_Working data_:
*-*-*

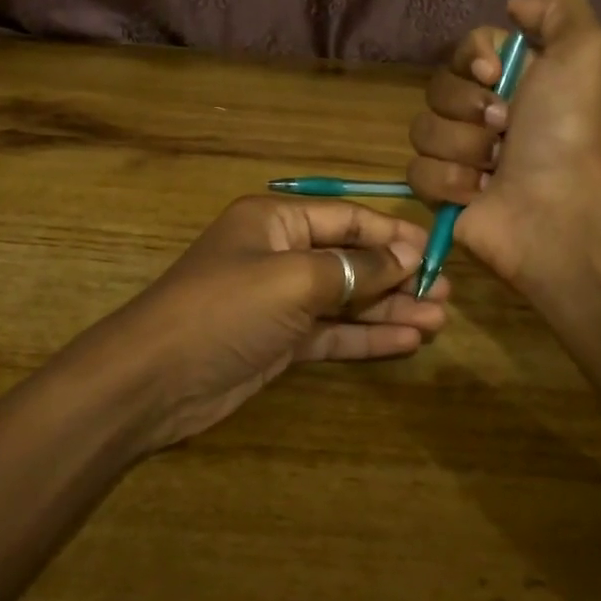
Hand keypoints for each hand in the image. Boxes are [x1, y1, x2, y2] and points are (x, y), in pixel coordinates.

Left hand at [101, 196, 448, 450]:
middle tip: (445, 291)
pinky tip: (407, 341)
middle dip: (397, 274)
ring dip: (389, 308)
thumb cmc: (225, 309)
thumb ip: (354, 267)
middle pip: (350, 258)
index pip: (346, 218)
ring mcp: (279, 302)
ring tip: (439, 318)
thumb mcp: (294, 279)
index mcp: (275, 220)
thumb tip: (405, 256)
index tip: (436, 250)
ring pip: (346, 299)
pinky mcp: (279, 343)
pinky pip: (332, 333)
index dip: (392, 233)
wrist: (154, 381)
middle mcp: (279, 254)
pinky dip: (367, 336)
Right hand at [406, 0, 600, 286]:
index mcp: (514, 81)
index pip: (465, 50)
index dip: (473, 59)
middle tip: (504, 129)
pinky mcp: (442, 193)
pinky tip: (479, 193)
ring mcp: (461, 155)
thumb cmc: (568, 130)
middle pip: (438, 88)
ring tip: (496, 169)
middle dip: (468, 107)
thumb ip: (559, 10)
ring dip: (463, 148)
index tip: (495, 75)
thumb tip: (515, 7)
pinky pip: (416, 171)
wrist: (556, 207)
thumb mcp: (585, 51)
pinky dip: (449, 181)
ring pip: (423, 130)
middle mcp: (485, 115)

*-*-*

_Aim of the task_: Send back, unchanged, every line of the records from the one with "index dip: (473, 59)" through the last.

_Exercise response_:
index dip: (473, 59)
middle tip: (504, 129)
pinky mcp: (442, 193)
pinky tip: (479, 193)
ring mcp: (461, 155)
thumb cmc: (568, 130)
middle pip: (438, 88)
ring tip: (496, 169)
middle dip: (468, 107)
thumb ip: (559, 10)
ring dip: (463, 148)
index tip: (495, 75)
thumb tip: (515, 7)
pinky pip: (416, 171)
wrist: (556, 207)
thumb mcp: (585, 51)
pinky dip: (449, 181)
ring pip: (423, 130)
middle mcp: (485, 115)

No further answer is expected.